The procedure note may read as follows:

“With the patient in dorsal lithotomy position, a pelvic examination was done to confirm the size, shape, and position of the uterus. A vaginal speculum was then used to visualize and gain clear access to the cervix.

The syringe and catheter were then filled up with warm saline. The catheter was gradually advanced through the cervical os into the uterine cavity. After the infusion catheter was in place, the vaginal speculum was gently withdrawn. Ultrasound examination was done using an ultrasound probe through the transvaginal route. Around 10-30 ml of warmed saline was then injected and the full uterine cavity was surveyed using the ultrasound probe.”

Note: Your physician may also do a Doppler study to evaluate the flow of blood in the vessels. Remember that a Doppler when done is inclusive in 76831. 
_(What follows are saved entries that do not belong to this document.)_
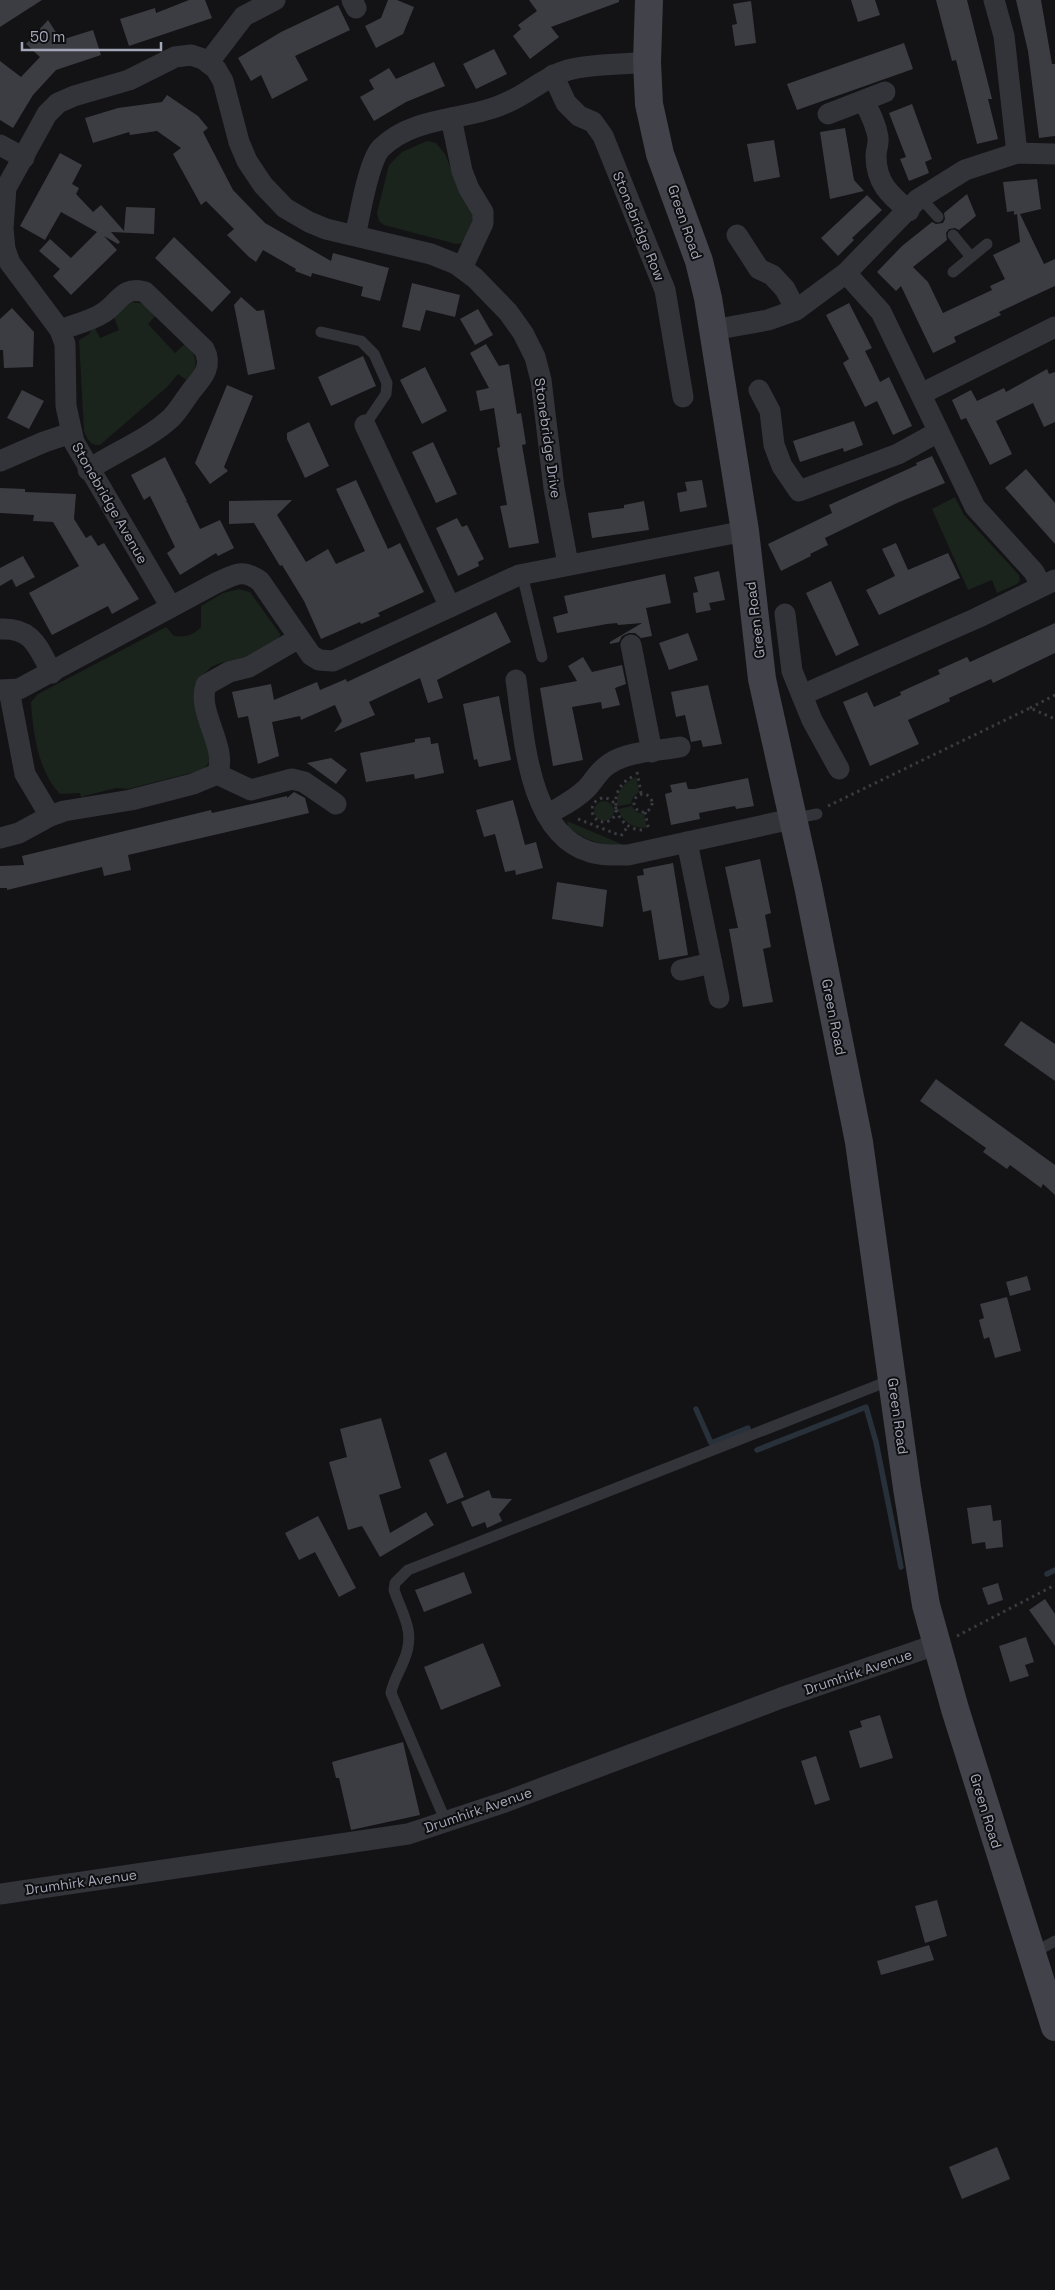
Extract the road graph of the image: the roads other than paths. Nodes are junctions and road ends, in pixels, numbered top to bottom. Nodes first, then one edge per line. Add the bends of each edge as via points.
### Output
1 (275, 0) edge
2 (649, 0) edge
3 (994, 0) edge
4 (647, 62) junction
5 (208, 64) junction
6 (553, 75) junction
7 (885, 92) dead end
8 (864, 101) junction
9 (828, 114) dead end
10 (451, 118) junction
11 (0, 145) edge
12 (1017, 153) junction
13 (1055, 154) edge
14 (24, 158) junction
15 (915, 204) junction
16 (938, 218) dead end
17 (357, 235) junction
18 (737, 235) dead end
19 (953, 235) dead end
20 (987, 244) dead end
21 (2, 249) edge
22 (971, 257) junction
23 (462, 268) junction
24 (953, 272) dead end
25 (846, 273) junction
26 (796, 310) junction
27 (1055, 327) edge
28 (60, 330) junction
29 (713, 330) junction
30 (321, 332) dead end
31 (759, 390) dead end
32 (922, 394) junction
33 (683, 398) dead end
34 (366, 425) joint
35 (938, 432) junction
36 (71, 433) junction
37 (0, 461) edge
38 (88, 470) junction
39 (745, 531) junction
40 (568, 564) junction
41 (522, 574) junction
42 (1048, 583) edge
43 (450, 606) junction
44 (171, 607) junction
45 (785, 614) dead end
46 (0, 629) edge
47 (299, 638) junction
48 (631, 645) dead end
49 (542, 657) dead end
50 (52, 672) junction
51 (516, 680) dead end
52 (4, 690) edge
53 (802, 696) junction
54 (680, 747) dead end
55 (652, 752) junction
56 (840, 769) dead end
57 (217, 774) junction
58 (336, 804) dead end
59 (547, 815) junction
60 (50, 816) junction
61 (805, 816) junction
62 (0, 838) edge
63 (687, 842) junction
64 (712, 963) junction
65 (681, 970) dead end
66 (719, 998) dead end
67 (893, 1379) junction
68 (935, 1645) junction
69 (457, 1817) junction
70 (0, 1894) edge
71 (1055, 1942) edge
72 (1031, 1954) junction
73 (1055, 2027) edge

1 - 5 street via 244,16
2 - 4 street, Green Road
3 - 12 street via 1004,36
4 - 6 street via 582,67
4 - 29 street, Green Road via 649,104 660,154 699,261
5 - 14 street, Stonebridge Avenue via 191,55 175,57 129,80 58,103 47,114
5 - 17 street, Stonebridge Avenue via 216,69 223,81 239,142 263,185 285,208 309,222
6 - 10 street via 508,102
6 - 33 street, Stonebridge Row via 566,103 579,116 593,122 603,136 654,262 665,290
7 - 8 street
8 - 9 street
8 - 15 street via 876,126 879,175 887,192
10 - 17 street via 411,128 380,149 368,178
10 - 23 street via 462,171 483,212 483,224
11 - 14 street
12 - 13 street
12 - 15 street via 965,170
14 - 21 street, Stonebridge Avenue via 6,188
15 - 16 lane
15 - 25 street
17 - 23 street, Stonebridge Drive via 431,254
18 - 26 street via 759,269 772,275
19 - 22 lane
20 - 22 lane
21 - 28 street, Stonebridge Avenue via 17,276 41,302
22 - 24 lane
23 - 40 street, Stonebridge Drive via 496,297 523,333 535,357
25 - 26 street
25 - 32 street via 881,312
26 - 29 street via 768,320
27 - 32 street
28 - 36 street, Stonebridge Avenue via 65,344 66,406
28 - 38 street via 103,313 136,289 145,292 204,349 209,365 172,417
29 - 39 street, Green Road
30 - 34 lane via 361,341 374,354 387,383 386,394
31 - 35 street via 770,412 774,445 782,466 799,491 898,454
32 - 35 street
34 - 43 street
35 - 42 street via 974,507
36 - 37 street
36 - 38 street, Stonebridge Avenue
38 - 44 street, Stonebridge Avenue
39 - 40 street
39 - 61 street, Green Road via 762,678
40 - 41 street
41 - 43 street
41 - 49 lane
42 - 53 street
43 - 47 street via 333,661 319,660 311,655
44 - 47 street via 216,583 249,573 260,581
44 - 50 street
45 - 53 street via 792,671
46 - 50 street via 22,631 32,638
47 - 57 street via 256,664 229,672 206,685 206,706 220,760
48 - 55 street
50 - 52 street via 19,689
51 - 59 street via 531,778
52 - 60 street via 25,774
53 - 56 street
54 - 55 street
55 - 59 street via 610,763 578,796
57 - 58 street via 251,790 292,779 304,782
57 - 60 street via 193,784 131,800 84,806
59 - 63 street via 571,843 607,856 628,855
60 - 62 street via 19,834
61 - 63 street
61 - 67 street, Green Road via 808,886 859,1142
63 - 64 street
64 - 65 street
64 - 66 street
67 - 68 street, Green Road via 920,1572
67 - 69 lane via 408,1570 395,1583 394,1590 410,1633 391,1693 443,1815
68 - 69 street, Drumhirk Avenue
68 - 72 street, Green Road
69 - 70 street, Drumhirk Avenue via 408,1834
71 - 72 lane
72 - 73 street, Green Road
Do not report the ultrasound: In the example described above, you see the physician is doing the SIS and vaginal ultrasound. However, you cannot be reporting 76831 and 76830 (Ultrasound, transvaginal). Remember, code 76831 includes the services in code 76830. Under normal circumstances, it is not acceptable that you report both codes during the same patient encounter.

Determine Services for 58340 vs 74740

When your radiologist does a HSG, you need to confirm the extent of services to be able to report the correct code. You need to check for two possible scenarios. Check if your radiologist only did the imaging or actually performed the entire procedure. 
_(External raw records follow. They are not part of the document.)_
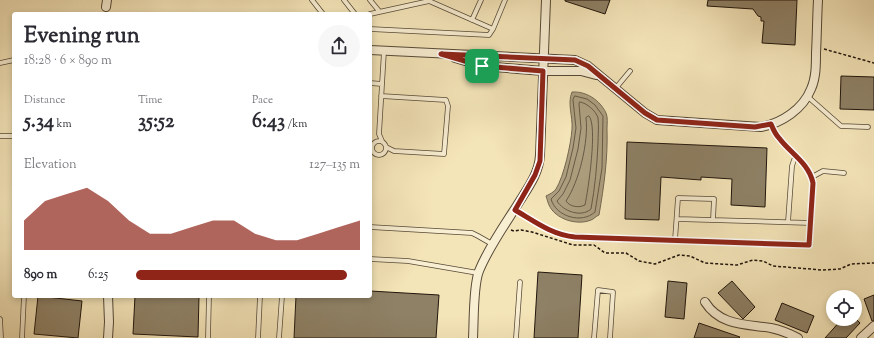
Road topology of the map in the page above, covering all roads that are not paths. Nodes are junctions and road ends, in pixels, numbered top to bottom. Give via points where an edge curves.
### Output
1 (312, 0) edge
2 (344, 0) edge
3 (370, 0) edge
4 (481, 0) edge
5 (505, 0) edge
6 (546, 0) edge
7 (818, 0) edge
8 (429, 1) edge
9 (379, 11) junction
10 (321, 12) edge
11 (353, 12) edge
12 (372, 13) edge
13 (472, 20) junction
14 (372, 29) edge
15 (493, 29) junction
16 (372, 50) edge
17 (384, 51) junction
18 (441, 54) junction
19 (543, 58) junction
20 (12, 60) edge
21 (0, 63) edge
22 (543, 71) junction
23 (630, 71) dead end
24 (598, 76) junction
25 (372, 84) edge
26 (382, 84) junction
27 (615, 89) junction
28 (381, 96) junction
29 (807, 96) junction
30 (771, 124) junction
31 (868, 127) dead end
32 (0, 136) edge
33 (12, 136) edge
34 (382, 141) junction
35 (386, 147) junction
36 (797, 157) junction
37 (844, 172) dead end
38 (812, 177) junction
39 (515, 210) junction
40 (677, 219) junction
41 (713, 220) junction
42 (788, 222) junction
43 (811, 223) junction
44 (372, 227) edge
45 (675, 240) junction
46 (493, 245) junction
47 (372, 260) edge
48 (478, 273) junction
49 (520, 282) dead end
50 (24, 298) edge
51 (108, 298) edge
52 (209, 298) edge
53 (260, 298) edge
54 (282, 298) edge
55 (705, 302) dead end
56 (0, 319) edge
57 (874, 326) edge
58 (1, 338) edge
59 (22, 338) edge
60 (108, 338) edge
61 (208, 338) edge
62 (258, 338) edge
63 (279, 338) edge
64 (473, 338) edge
65 (516, 338) edge
66 (594, 338) edge
67 (610, 338) edge
68 (798, 338) edge
69 (862, 338) edge

1 - 10 lane
2 - 11 lane
3 - 9 lane
4 - 13 lane
5 - 15 lane
6 - 19 street
7 - 29 street via 815,75 812,89
8 - 9 lane
8 - 13 lane
9 - 12 lane
13 - 15 lane
14 - 15 lane via 489,35
16 - 17 street
17 - 18 street
17 - 26 lane
18 - 19 street
18 - 22 street via 482,66
19 - 22 street
19 - 24 street via 575,60 588,66
20 - 21 lane
22 - 24 street via 581,71
22 - 39 street via 540,161
23 - 27 lane
24 - 27 street
25 - 26 lane
26 - 28 lane
27 - 30 street via 657,120 755,127
28 - 34 lane via 378,134
28 - 35 lane via 446,100 448,106 444,154 394,150
29 - 30 street via 788,116
29 - 31 lane via 840,126
30 - 36 lane via 777,136
32 - 33 lane
34 - 35 lane
34 - 35 lane via 373,144 372,149 378,155 383,154
36 - 38 lane
36 - 42 lane via 792,166
37 - 38 lane via 823,171
38 - 43 lane
39 - 45 lane via 549,230 566,236
39 - 46 street
40 - 41 lane
40 - 41 lane via 678,198 714,199
40 - 45 lane
41 - 42 lane
42 - 43 lane
43 - 45 lane via 809,245
44 - 46 lane via 472,233
46 - 48 street
47 - 48 lane via 408,261
48 - 64 street
49 - 65 lane
50 - 59 lane
51 - 60 street
52 - 61 lane
53 - 62 lane
54 - 63 lane
55 - 68 street via 712,312 725,320 773,328
56 - 58 lane
57 - 69 street
66 - 67 lane via 598,290 613,292

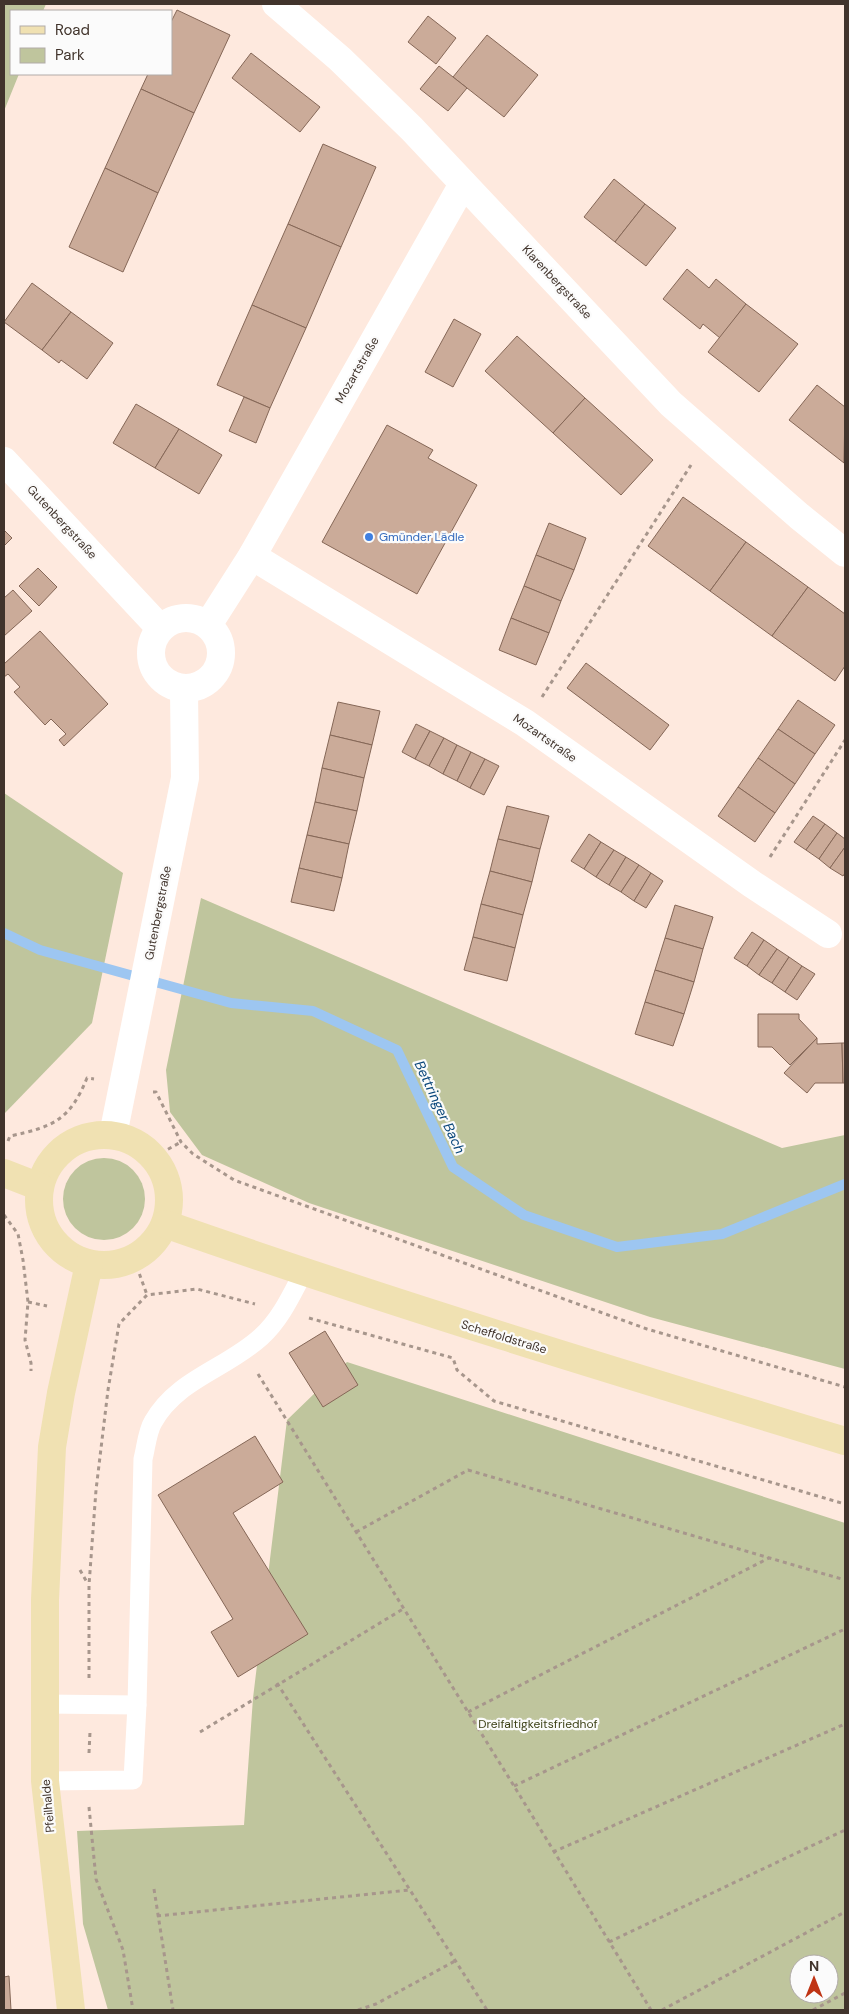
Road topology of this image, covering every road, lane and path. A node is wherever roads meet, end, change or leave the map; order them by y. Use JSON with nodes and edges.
{"nodes":[{"id":1,"x":276,"y":4,"type":"edge"},
{"id":2,"x":463,"y":184,"type":"junction"},
{"id":3,"x":710,"y":437,"type":"junction"},
{"id":4,"x":4,"y":460,"type":"edge"},
{"id":5,"x":845,"y":553,"type":"edge"},
{"id":6,"x":252,"y":556,"type":"junction"},
{"id":7,"x":208,"y":625,"type":"junction"},
{"id":8,"x":160,"y":628,"type":"junction"},
{"id":9,"x":184,"y":689,"type":"junction"},
{"id":10,"x":525,"y":723,"type":"junction"},
{"id":11,"x":845,"y":740,"type":"edge"},
{"id":12,"x":752,"y":884,"type":"junction"},
{"id":13,"x":828,"y":934,"type":"dead end"},
{"id":14,"x":122,"y":1085,"type":"junction"},
{"id":15,"x":113,"y":1135,"type":"junction"},
{"id":16,"x":181,"y":1142,"type":"junction"},
{"id":17,"x":7,"y":1145,"type":"dead end"},
{"id":18,"x":154,"y":1157,"type":"junction"},
{"id":19,"x":4,"y":1173,"type":"edge"},
{"id":20,"x":40,"y":1187,"type":"junction"},
{"id":21,"x":4,"y":1215,"type":"edge"},
{"id":22,"x":165,"y":1224,"type":"junction"},
{"id":23,"x":134,"y":1259,"type":"junction"},
{"id":24,"x":88,"y":1264,"type":"junction"},
{"id":25,"x":303,"y":1273,"type":"junction"},
{"id":26,"x":147,"y":1295,"type":"junction"},
{"id":27,"x":283,"y":1311,"type":"junction"},
{"id":28,"x":243,"y":1351,"type":"junction"},
{"id":29,"x":31,"y":1363,"type":"dead end"},
{"id":30,"x":845,"y":1387,"type":"edge"},
{"id":31,"x":845,"y":1441,"type":"edge"},
{"id":32,"x":845,"y":1504,"type":"edge"},
{"id":33,"x":356,"y":1532,"type":"junction"},
{"id":34,"x":769,"y":1558,"type":"junction"},
{"id":35,"x":845,"y":1580,"type":"edge"},
{"id":36,"x":88,"y":1585,"type":"dead end"},
{"id":37,"x":404,"y":1609,"type":"junction"},
{"id":38,"x":845,"y":1629,"type":"edge"},
{"id":39,"x":277,"y":1683,"type":"junction"},
{"id":40,"x":44,"y":1704,"type":"junction"},
{"id":41,"x":137,"y":1705,"type":"junction"},
{"id":42,"x":468,"y":1712,"type":"junction"},
{"id":43,"x":845,"y":1724,"type":"edge"},
{"id":44,"x":200,"y":1732,"type":"dead end"},
{"id":45,"x":44,"y":1781,"type":"junction"},
{"id":46,"x":514,"y":1786,"type":"junction"},
{"id":47,"x":845,"y":1830,"type":"edge"},
{"id":48,"x":553,"y":1852,"type":"junction"},
{"id":49,"x":154,"y":1888,"type":"dead end"},
{"id":50,"x":409,"y":1890,"type":"junction"},
{"id":51,"x":845,"y":1912,"type":"edge"},
{"id":52,"x":157,"y":1916,"type":"junction"},
{"id":53,"x":609,"y":1942,"type":"junction"},
{"id":54,"x":455,"y":1961,"type":"junction"},
{"id":55,"x":845,"y":1993,"type":"edge"},
{"id":56,"x":72,"y":2010,"type":"edge"},
{"id":57,"x":173,"y":2010,"type":"edge"},
{"id":58,"x":358,"y":2010,"type":"edge"},
{"id":59,"x":487,"y":2010,"type":"edge"},
{"id":60,"x":651,"y":2010,"type":"edge"},
{"id":61,"x":662,"y":2010,"type":"edge"},
{"id":62,"x":813,"y":2010,"type":"edge"}],
"edges":[{"from":1,"to":2,"type":"street","name":"Klarenbergstraße"},
{"from":2,"to":3,"type":"street","name":"Klarenbergstraße"},
{"from":2,"to":6,"type":"street","name":"Mozartstraße"},
{"from":3,"to":5,"type":"street","name":"Klarenbergstraße"},
{"from":3,"to":10,"type":"path"},
{"from":4,"to":8,"type":"street","name":"Gutenbergstraße"},
{"from":6,"to":7,"type":"street","name":"Mozartstraße"},
{"from":6,"to":10,"type":"street","name":"Mozartstraße"},
{"from":7,"to":8,"type":"street"},
{"from":7,"to":9,"type":"street"},
{"from":8,"to":9,"type":"street"},
{"from":9,"to":14,"type":"street","name":"Gutenbergstraße"},
{"from":10,"to":12,"type":"street","name":"Mozartstraße"},
{"from":11,"to":12,"type":"path"},
{"from":12,"to":13,"type":"street","name":"Mozartstraße"},
{"from":14,"to":15,"type":"street","name":"Gutenbergstraße"},
{"from":14,"to":16,"type":"path"},
{"from":14,"to":17,"type":"path"},
{"from":15,"to":18,"type":"main road"},
{"from":15,"to":20,"type":"main road"},
{"from":16,"to":18,"type":"path"},
{"from":16,"to":30,"type":"path"},
{"from":18,"to":22,"type":"main road"},
{"from":19,"to":20,"type":"main road"},
{"from":20,"to":24,"type":"main road"},
{"from":21,"to":29,"type":"path"},
{"from":22,"to":23,"type":"main road"},
{"from":22,"to":25,"type":"main road","name":"Scheffoldstraße"},
{"from":23,"to":24,"type":"main road"},
{"from":23,"to":26,"type":"path"},
{"from":24,"to":40,"type":"main road","name":"Pfeilhalde"},
{"from":25,"to":27,"type":"lane"},
{"from":25,"to":31,"type":"main road","name":"Scheffoldstraße"},
{"from":26,"to":27,"type":"path"},
{"from":26,"to":36,"type":"path"},
{"from":27,"to":28,"type":"lane"},
{"from":27,"to":32,"type":"path"},
{"from":28,"to":33,"type":"path"},
{"from":28,"to":41,"type":"lane"},
{"from":33,"to":34,"type":"path"},
{"from":33,"to":37,"type":"path"},
{"from":34,"to":35,"type":"path"},
{"from":34,"to":42,"type":"path"},
{"from":37,"to":39,"type":"path"},
{"from":37,"to":42,"type":"path"},
{"from":38,"to":46,"type":"path"},
{"from":39,"to":44,"type":"path"},
{"from":39,"to":50,"type":"path"},
{"from":40,"to":41,"type":"lane"},
{"from":40,"to":45,"type":"main road","name":"Pfeilhalde"},
{"from":41,"to":45,"type":"lane"},
{"from":42,"to":46,"type":"path"},
{"from":43,"to":48,"type":"path"},
{"from":45,"to":56,"type":"main road","name":"Pfeilhalde"},
{"from":46,"to":48,"type":"path"},
{"from":47,"to":53,"type":"path"},
{"from":48,"to":53,"type":"path"},
{"from":49,"to":52,"type":"path"},
{"from":50,"to":52,"type":"path"},
{"from":50,"to":54,"type":"path"},
{"from":51,"to":61,"type":"path"},
{"from":52,"to":57,"type":"path"},
{"from":53,"to":60,"type":"path"},
{"from":54,"to":58,"type":"path"},
{"from":54,"to":59,"type":"path"},
{"from":55,"to":62,"type":"path"}]}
Scenario 1: When your radiologist only did the imaging, i.e. supervision and interpretation, you typically select code 74740 (Hysterosalpingography, radiological supervision and interpretation).

Scenario 2: When your radiologist actually does the catheterization and introduces saline, you report code 58340 (Catheterization and introduction of saline or contrast material for saline infusion sonohysterography [SIS] or hysterosalpingography).

Both services: Your radiologist may even perform both services. In this case, you may report both codes 74740 and 58340.

Be specific for supervision: Your radiologist must be present during the procedure if you bill for supervision. However, if your radiologist is not in the room for the procedure and only performs the interpretation, you should report 74740 and append modifier 52 (Reduced services). 

Check for facility setting: If your physician does the procedure in a hospital or facility setting, you also append modifier 26 (Professional component) to 74740. Note that you should not append modifier 26 to 58340 because, as a procedural service, it is not divided into professional and technical components.

HSG Is Not Mandate For 58345

Consider code 58345 (Transcervical introduction of fallopian tube catheter for diagnosis and/or re-establishing patency [any method], with or without hysterosalpingography) when your physician uses HSG to establish tubal patency. 

Example: In a patient with suspected recurrence of endometriosis causing a fallopian tube occlusion, your physician did HSG. Your physician may document that the HSG revealed regular tubal pressures, but incomplete dye spillage on both tubes. In such a case, your physician may decide to go in for catheterizations. You report these procedures with code 58345 and append modifier 50 (Bilateral procedure) to indicate that the procedure was done on both the right and left sides.

Diagnosis coding: Your physician is doing the HSG to test for tubal patency. This may be because the patient may have reported with fertility issues. Since your physician is doing a diagnostic procedure, you should go with V26.21 (Fertility testing). You would not use a 628.2 code (Infertility female of tubal origin) unless you have confirmed that the patient is infertile.

ICD-10: When your diagnosis system changes to ICD-10, you will report Z31.41 (Encounter for fertility testing) instead of V26.21.

Turn to 74742 for S&I: When your physician only provides radiological supervision and interpretation for the transcervical catheterization, you report code 74742 (Transcervical catheterization of fallopian tube, radiological supervision and interpretation) instead of 58345.